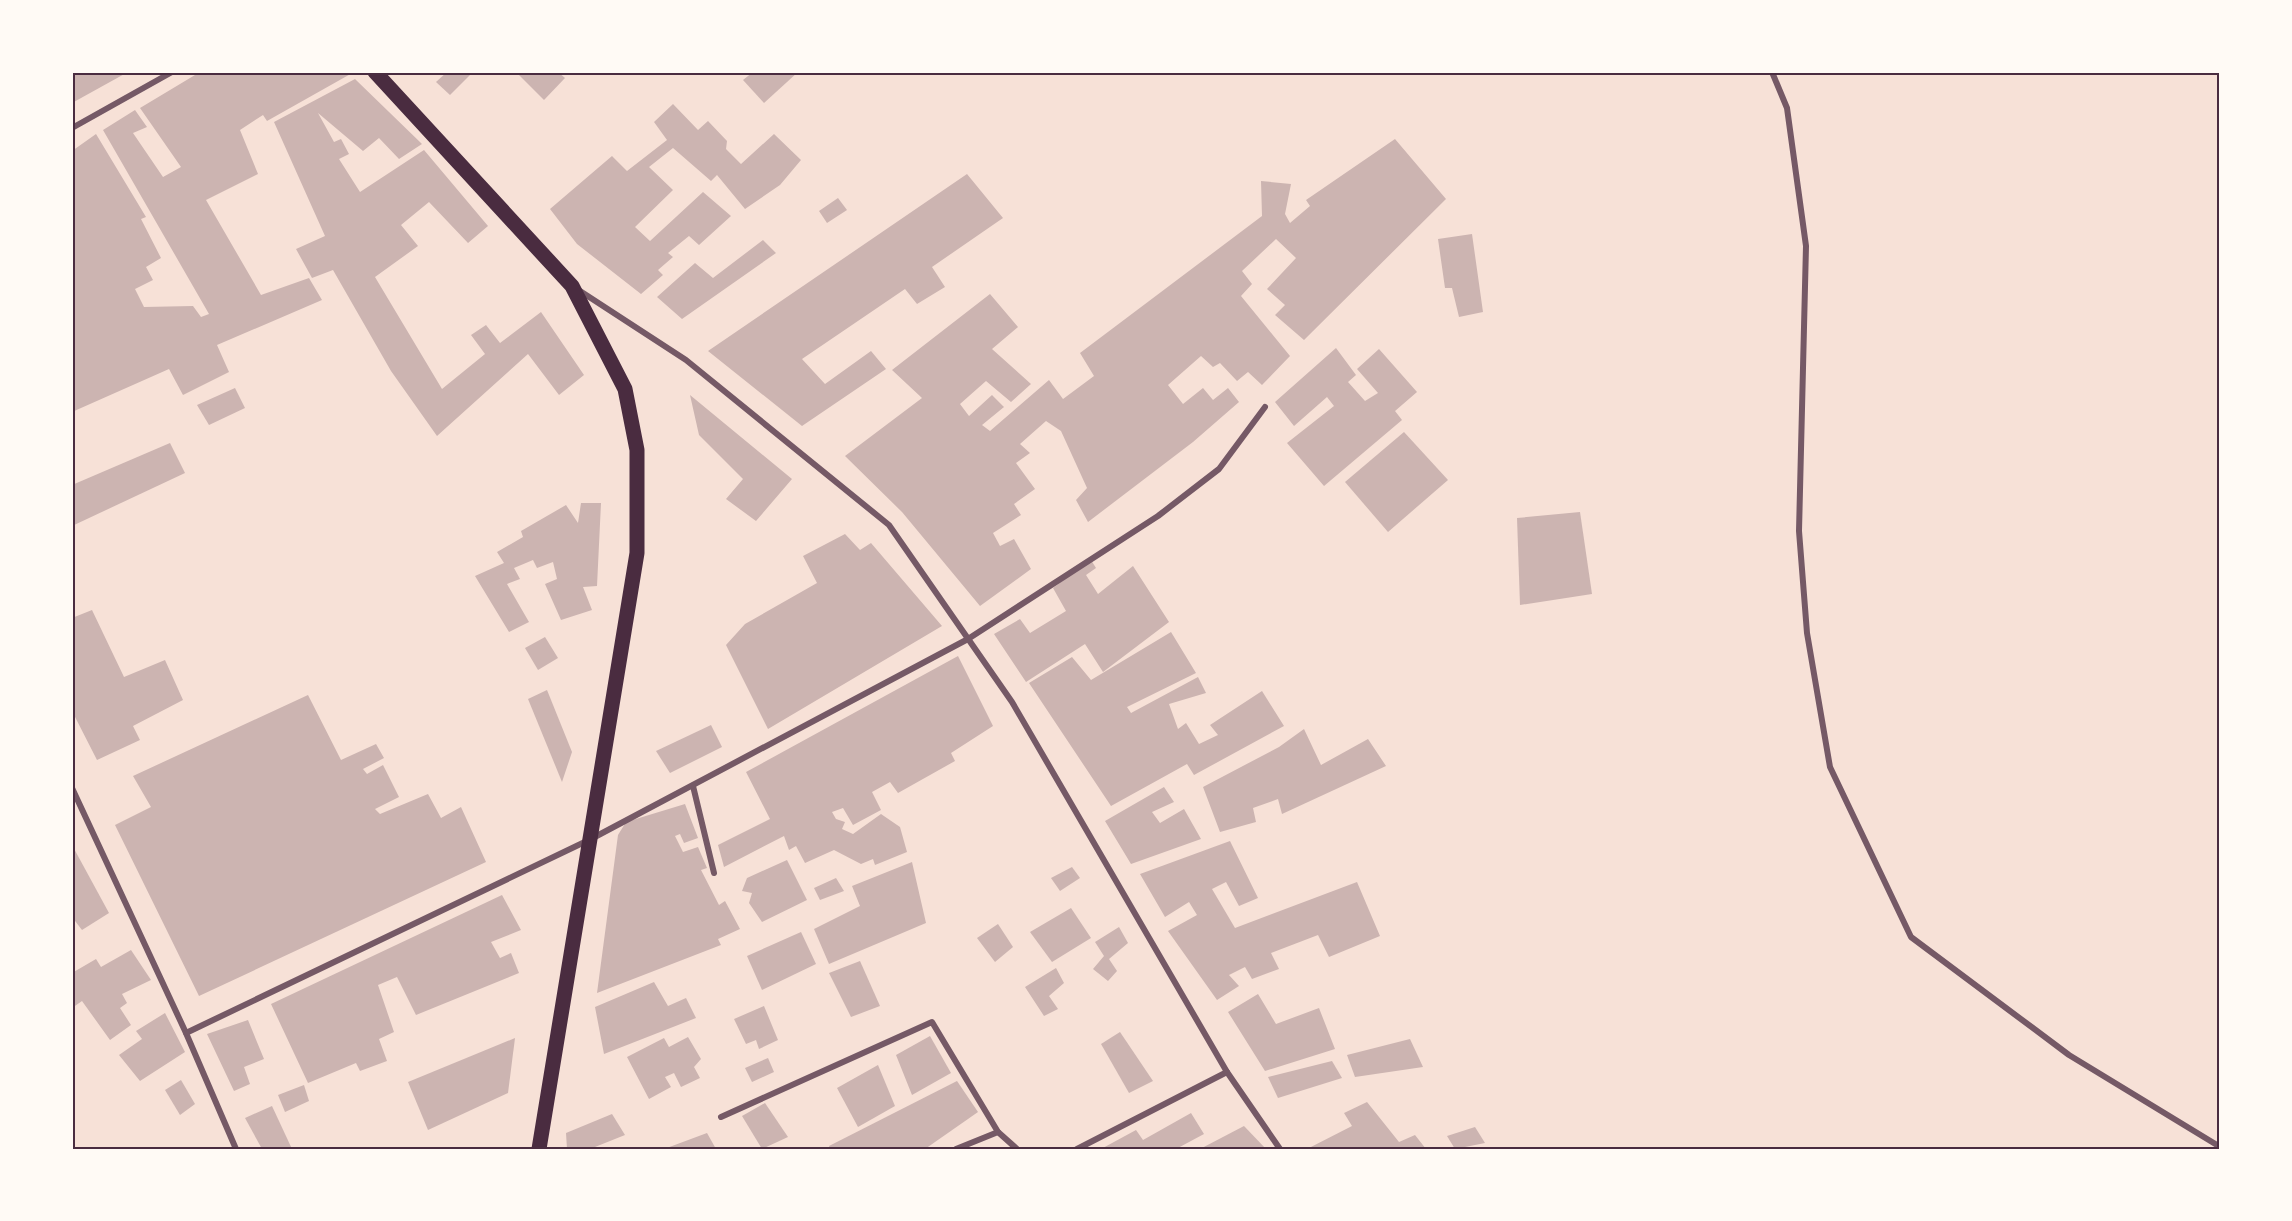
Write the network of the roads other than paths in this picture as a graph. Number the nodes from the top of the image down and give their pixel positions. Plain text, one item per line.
1 (172, 72) edge
2 (375, 72) edge
3 (1772, 72) edge
4 (72, 128) edge
5 (572, 286) junction
6 (1265, 407) dead end
7 (968, 639) junction
8 (693, 786) junction
9 (72, 788) edge
10 (591, 839) junction
11 (714, 873) dead end
12 (186, 1033) junction
13 (1227, 1072) junction
14 (721, 1117) dead end
15 (998, 1132) junction
16 (236, 1149) edge
17 (539, 1149) edge
18 (956, 1149) edge
19 (1017, 1149) edge
20 (1077, 1149) edge
21 (1280, 1149) edge
22 (2218, 1149) edge

1 - 4 street
2 - 5 main road
3 - 22 street
5 - 7 street
5 - 10 main road
6 - 7 street
7 - 8 street
7 - 13 street
8 - 10 street
8 - 11 street
9 - 12 street
10 - 12 street
10 - 17 main road
12 - 16 street
13 - 20 street
13 - 21 street
14 - 15 street
15 - 18 street
15 - 19 street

| TASK ITEM |
Print the whole listing again exactly, please. No pictures.

| EXERCISE RESULT |
Write the network of the roads other than paths in this picture as a graph. Number the nodes from the top of the image down and give their pixel positions. Plain text, one item per line.
1 (172, 72) edge
2 (375, 72) edge
3 (1772, 72) edge
4 (72, 128) edge
5 (572, 286) junction
6 (1265, 407) dead end
7 (968, 639) junction
8 (693, 786) junction
9 (72, 788) edge
10 (591, 839) junction
11 (714, 873) dead end
12 (186, 1033) junction
13 (1227, 1072) junction
14 (721, 1117) dead end
15 (998, 1132) junction
16 (236, 1149) edge
17 (539, 1149) edge
18 (956, 1149) edge
19 (1017, 1149) edge
20 (1077, 1149) edge
21 (1280, 1149) edge
22 (2218, 1149) edge

1 - 4 street
2 - 5 main road
3 - 22 street
5 - 7 street
5 - 10 main road
6 - 7 street
7 - 8 street
7 - 13 street
8 - 10 street
8 - 11 street
9 - 12 street
10 - 12 street
10 - 17 main road
12 - 16 street
13 - 20 street
13 - 21 street
14 - 15 street
15 - 18 street
15 - 19 street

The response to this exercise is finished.